Increasing the refresh_interval setting for your indices is one of the recommended approaches to tune for indexing speed.

Also, I do not use fluent-bit, but if the batch size for bulk requests is set to 20, this is pretty low, another recommendation for increasing indexing speed is to increase the bulk size.

I recommend that you check this documentation.

Personally all my indices uses a refresh_interval of at least 30s instead of the default of 1s.

Maybe just increasing the refresh interval a little and also increasing the bulk size of the tool sending logs can help your case.

Regarding the file system, mounting ext4 partitions with the mounting option of noatime can improve performance a little, I'm not sure about xfs because I do not use it, but I saw the same recommendation for other tools, keep in mind that this is not an Elastic recommendation, just a setting change that can improve performance in some cases.

20 is very very low.

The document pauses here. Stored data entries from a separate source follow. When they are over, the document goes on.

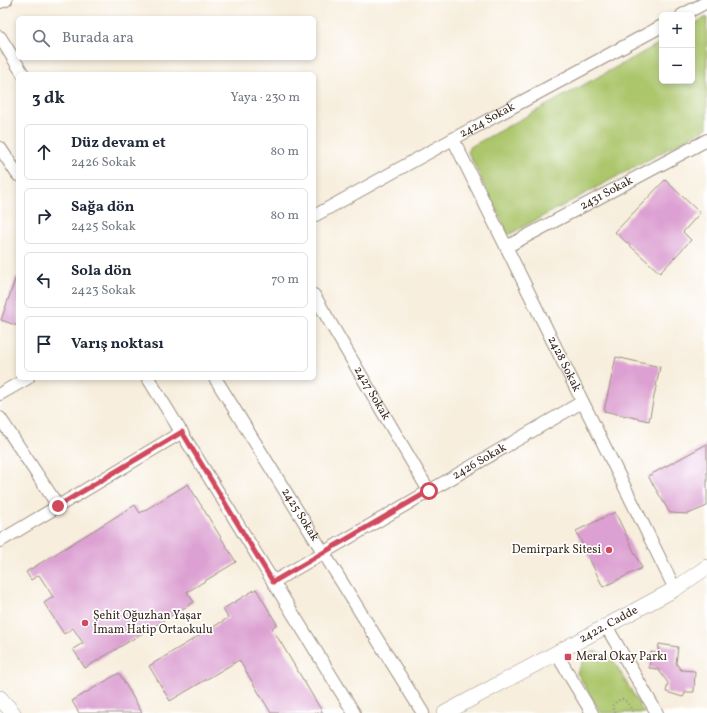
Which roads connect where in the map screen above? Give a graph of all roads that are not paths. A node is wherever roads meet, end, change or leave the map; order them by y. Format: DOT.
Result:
graph roads {
  1 [pos="6,0"];
  2 [pos="0,2"];
  3 [pos="707,2"];
  4 [pos="688,12"];
  5 [pos="659,28"];
  6 [pos="0,38"];
  7 [pos="22,72"];
  8 [pos="453,139"];
  9 [pos="707,140"];
  10 [pos="0,148"];
  11 [pos="16,172"];
  12 [pos="316,215"];
  13 [pos="506,247"];
  14 [pos="316,298"];
  15 [pos="24,380"];
  16 [pos="149,380"];
  17 [pos="216,380"];
  18 [pos="0,394"];
  19 [pos="582,402"];
  20 [pos="0,418"];
  21 [pos="182,432"];
  22 [pos="429,491"];
  23 [pos="58,506"];
  24 [pos="0,541"];
  25 [pos="324,552"];
  26 [pos="707,567"];
  27 [pos="273,582"];
  28 [pos="675,589"];
  29 [pos="606,626"];
  30 [pos="556,653"];
  31 [pos="0,698"];
  32 [pos="13,713"];
  33 [pos="354,713"];
  34 [pos="423,713"];
  35 [pos="445,713"];
  36 [pos="592,713"];
  37 [pos="657,713"];
  1 -- 2 [label="street"];
  3 -- 4 [label="street"];
  5 -- 8 [label="street, 2424 Sokak"];
  6 -- 7 [label="street"];
  8 -- 12 [label="street, 2424 Sokak"];
  8 -- 13 [label="street, 2428 Sokak"];
  9 -- 13 [label="street, 2431 Sokak"];
  10 -- 11 [label="street"];
  13 -- 19 [label="street, 2428 Sokak"];
  14 -- 22 [label="street, 2427 Sokak"];
  15 -- 18 [label="street"];
  16 -- 21 [label="street"];
  17 -- 25 [label="street, 2425 Sokak"];
  19 -- 22 [label="street, 2426 Sokak"];
  19 -- 28 [label="street, 2428 Sokak"];
  20 -- 23 [label="street"];
  21 -- 23 [label="street"];
  21 -- 27 [label="street"];
  22 -- 25 [label="street, 2426 Sokak"];
  23 -- 24 [label="street"];
  25 -- 27 [label="street, 2426 Sokak"];
  25 -- 34 [label="street, 2425 Sokak"];
  26 -- 28 [label="street, 2422. Cadde"];
  27 -- 33 [label="street"];
  28 -- 29 [label="street, 2422. Cadde"];
  29 -- 30 [label="street, 2422. Cadde"];
  29 -- 37 [label="street"];
  30 -- 35 [label="street, 2422. Cadde"];
  30 -- 36 [label="street"];
  31 -- 32 [label="street"];
}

Change this to a few thousand so it is likely that the size will limit the bulk request.

I assume each piece of data go to just one of these 4 indices, meaning that this may limit the effective bulk size?

@leandrojmp i can try changing bulk size and refresh_interval but in my case i am already seeing too many objects which is hitting max queue thread_pool limit so if i increase size further it means more object will be sent at once which can further increase queue numbers?

increasing bulk size seems feasible but currently i am seeing its hitting my queue limit of 35000 queues in thread_pool so in case of increasing it from 20 to more then means more queued objects since there will be more data after increasing it from 20 to few thousand?

Also i am seeing unusual pattern out of 4 node one is keep hitting limit for like few minutes and this keeps changing from one node to other so is it something related to how my shards are actively working or is it normal to get more load to one node because of any reason like backup, replciation becoming master node etc?

Larger bulk requests results in less overhead per indexed document so is more efficient and likely to result in better throughput.